Task directions: In the records below, count every line containing "main". Reply with the number only.

** Records provided follows **

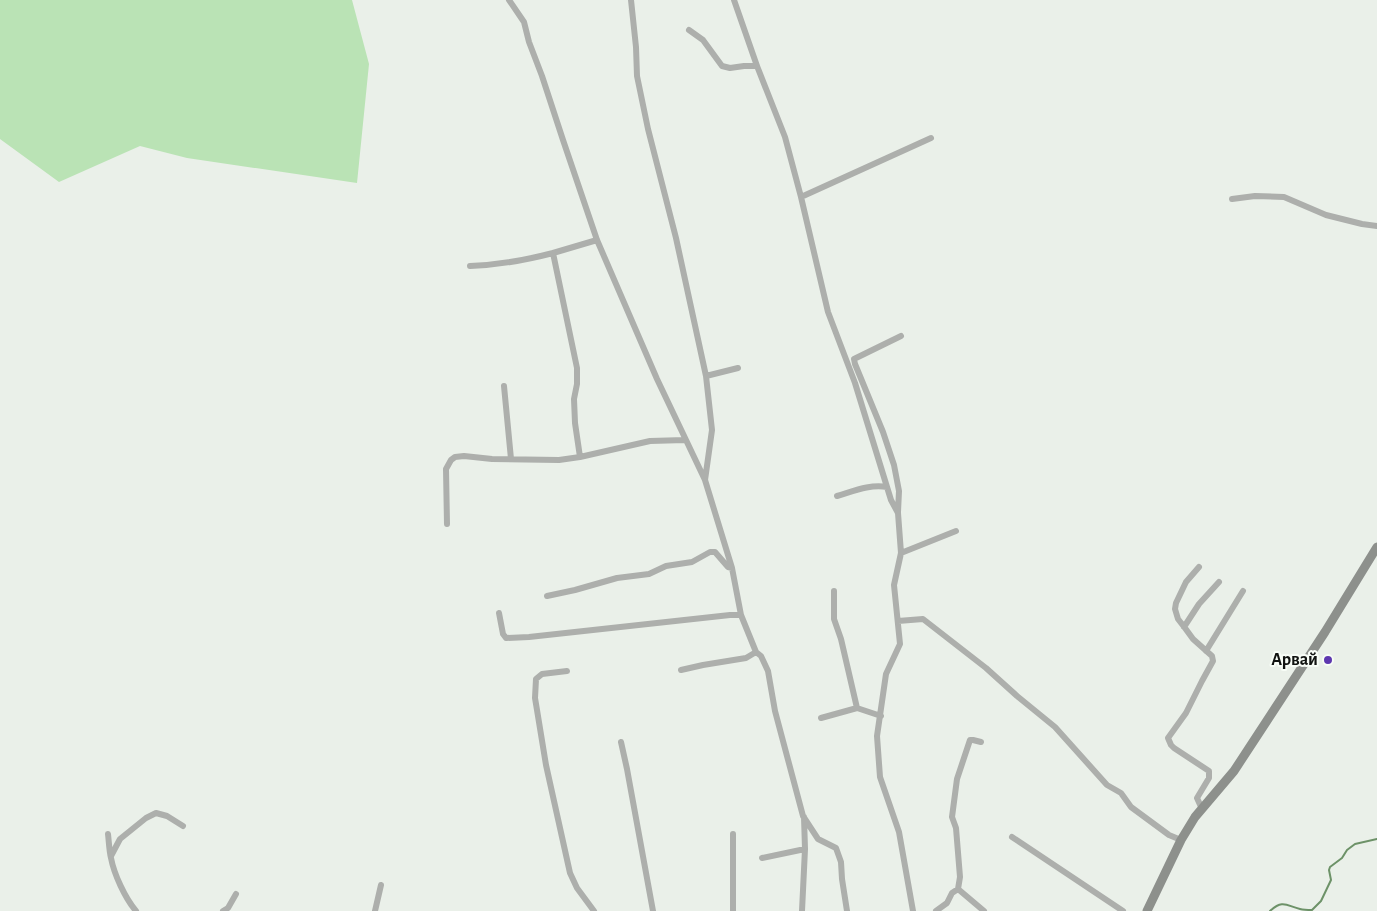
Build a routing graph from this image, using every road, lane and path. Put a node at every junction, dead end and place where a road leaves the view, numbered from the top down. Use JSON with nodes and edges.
{"nodes":[{"id":1,"x":508,"y":0,"type":"edge"},
{"id":2,"x":631,"y":0,"type":"edge"},
{"id":3,"x":734,"y":0,"type":"edge"},
{"id":4,"x":690,"y":30,"type":"dead end"},
{"id":5,"x":757,"y":66,"type":"junction"},
{"id":6,"x":931,"y":138,"type":"dead end"},
{"id":7,"x":801,"y":197,"type":"junction"},
{"id":8,"x":1232,"y":199,"type":"dead end"},
{"id":9,"x":1377,"y":226,"type":"edge"},
{"id":10,"x":597,"y":240,"type":"junction"},
{"id":11,"x":553,"y":253,"type":"junction"},
{"id":12,"x":470,"y":266,"type":"dead end"},
{"id":13,"x":900,"y":336,"type":"dead end"},
{"id":14,"x":738,"y":368,"type":"dead end"},
{"id":15,"x":706,"y":376,"type":"junction"},
{"id":16,"x":855,"y":383,"type":"junction"},
{"id":17,"x":504,"y":386,"type":"dead end"},
{"id":18,"x":866,"y":393,"type":"junction"},
{"id":19,"x":685,"y":440,"type":"junction"},
{"id":20,"x":580,"y":457,"type":"junction"},
{"id":21,"x":511,"y":459,"type":"junction"},
{"id":22,"x":705,"y":480,"type":"junction"},
{"id":23,"x":887,"y":487,"type":"junction"},
{"id":24,"x":837,"y":496,"type":"dead end"},
{"id":25,"x":898,"y":513,"type":"junction"},
{"id":26,"x":447,"y":524,"type":"dead end"},
{"id":27,"x":956,"y":531,"type":"dead end"},
{"id":28,"x":1377,"y":547,"type":"edge"},
{"id":29,"x":901,"y":553,"type":"junction"},
{"id":30,"x":1199,"y":567,"type":"dead end"},
{"id":31,"x":732,"y":568,"type":"junction"},
{"id":32,"x":1219,"y":582,"type":"dead end"},
{"id":33,"x":834,"y":592,"type":"dead end"},
{"id":34,"x":1243,"y":592,"type":"dead end"},
{"id":35,"x":547,"y":596,"type":"dead end"},
{"id":36,"x":499,"y":613,"type":"dead end"},
{"id":37,"x":741,"y":616,"type":"junction"},
{"id":38,"x":898,"y":621,"type":"junction"},
{"id":39,"x":1184,"y":627,"type":"junction"},
{"id":40,"x":1206,"y":651,"type":"junction"},
{"id":41,"x":756,"y":652,"type":"junction"},
{"id":42,"x":681,"y":670,"type":"dead end"},
{"id":43,"x":567,"y":671,"type":"dead end"},
{"id":44,"x":857,"y":708,"type":"junction"},
{"id":45,"x":881,"y":716,"type":"junction"},
{"id":46,"x":821,"y":718,"type":"dead end"},
{"id":47,"x":621,"y":742,"type":"dead end"},
{"id":48,"x":981,"y":742,"type":"dead end"},
{"id":49,"x":1202,"y":809,"type":"junction"},
{"id":50,"x":803,"y":816,"type":"junction"},
{"id":51,"x":183,"y":826,"type":"dead end"},
{"id":52,"x":108,"y":834,"type":"dead end"},
{"id":53,"x":733,"y":834,"type":"dead end"},
{"id":54,"x":1012,"y":837,"type":"dead end"},
{"id":55,"x":1181,"y":840,"type":"junction"},
{"id":56,"x":805,"y":849,"type":"junction"},
{"id":57,"x":111,"y":856,"type":"junction"},
{"id":58,"x":762,"y":858,"type":"dead end"},
{"id":59,"x":381,"y":885,"type":"dead end"},
{"id":60,"x":958,"y":889,"type":"junction"},
{"id":61,"x":236,"y":894,"type":"dead end"},
{"id":62,"x":136,"y":911,"type":"edge"},
{"id":63,"x":223,"y":911,"type":"edge"},
{"id":64,"x":375,"y":911,"type":"edge"},
{"id":65,"x":594,"y":911,"type":"edge"},
{"id":66,"x":653,"y":911,"type":"edge"},
{"id":67,"x":733,"y":911,"type":"edge"},
{"id":68,"x":802,"y":911,"type":"edge"},
{"id":69,"x":847,"y":911,"type":"edge"},
{"id":70,"x":913,"y":911,"type":"edge"},
{"id":71,"x":936,"y":911,"type":"edge"},
{"id":72,"x":984,"y":911,"type":"edge"},
{"id":73,"x":1123,"y":911,"type":"edge"},
{"id":74,"x":1147,"y":911,"type":"edge"}],
"edges":[{"from":1,"to":10,"type":"street"},
{"from":2,"to":15,"type":"street"},
{"from":3,"to":5,"type":"street"},
{"from":4,"to":5,"type":"street"},
{"from":5,"to":7,"type":"street"},
{"from":6,"to":7,"type":"street"},
{"from":7,"to":16,"type":"street"},
{"from":8,"to":9,"type":"street"},
{"from":10,"to":11,"type":"street"},
{"from":10,"to":19,"type":"street"},
{"from":11,"to":12,"type":"street"},
{"from":11,"to":20,"type":"street"},
{"from":13,"to":18,"type":"street"},
{"from":14,"to":15,"type":"street"},
{"from":15,"to":22,"type":"street"},
{"from":16,"to":18,"type":"street"},
{"from":16,"to":23,"type":"street"},
{"from":17,"to":21,"type":"street"},
{"from":18,"to":25,"type":"street"},
{"from":19,"to":20,"type":"street"},
{"from":19,"to":22,"type":"street"},
{"from":20,"to":21,"type":"street"},
{"from":21,"to":26,"type":"street"},
{"from":22,"to":31,"type":"street"},
{"from":23,"to":24,"type":"street"},
{"from":23,"to":25,"type":"street"},
{"from":25,"to":29,"type":"street"},
{"from":27,"to":29,"type":"street"},
{"from":28,"to":49,"type":"main road"},
{"from":29,"to":38,"type":"street"},
{"from":30,"to":39,"type":"street"},
{"from":31,"to":35,"type":"street"},
{"from":31,"to":37,"type":"street"},
{"from":32,"to":39,"type":"street"},
{"from":33,"to":44,"type":"street"},
{"from":34,"to":40,"type":"street"},
{"from":36,"to":37,"type":"street"},
{"from":37,"to":41,"type":"street"},
{"from":38,"to":45,"type":"street"},
{"from":38,"to":55,"type":"street"},
{"from":39,"to":40,"type":"street"},
{"from":40,"to":49,"type":"street"},
{"from":41,"to":42,"type":"street"},
{"from":41,"to":50,"type":"street"},
{"from":43,"to":65,"type":"street"},
{"from":44,"to":45,"type":"street"},
{"from":44,"to":46,"type":"street"},
{"from":45,"to":70,"type":"street"},
{"from":47,"to":66,"type":"street"},
{"from":48,"to":60,"type":"street"},
{"from":49,"to":55,"type":"main road"},
{"from":50,"to":56,"type":"street"},
{"from":50,"to":69,"type":"street"},
{"from":51,"to":57,"type":"street"},
{"from":52,"to":57,"type":"street"},
{"from":53,"to":67,"type":"street"},
{"from":54,"to":73,"type":"street"},
{"from":55,"to":74,"type":"main road"},
{"from":56,"to":58,"type":"street"},
{"from":56,"to":68,"type":"street"},
{"from":57,"to":62,"type":"street"},
{"from":59,"to":64,"type":"street"},
{"from":60,"to":71,"type":"street"},
{"from":60,"to":72,"type":"street"},
{"from":61,"to":63,"type":"street"}]}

** End of Records provided **

Finished task: 3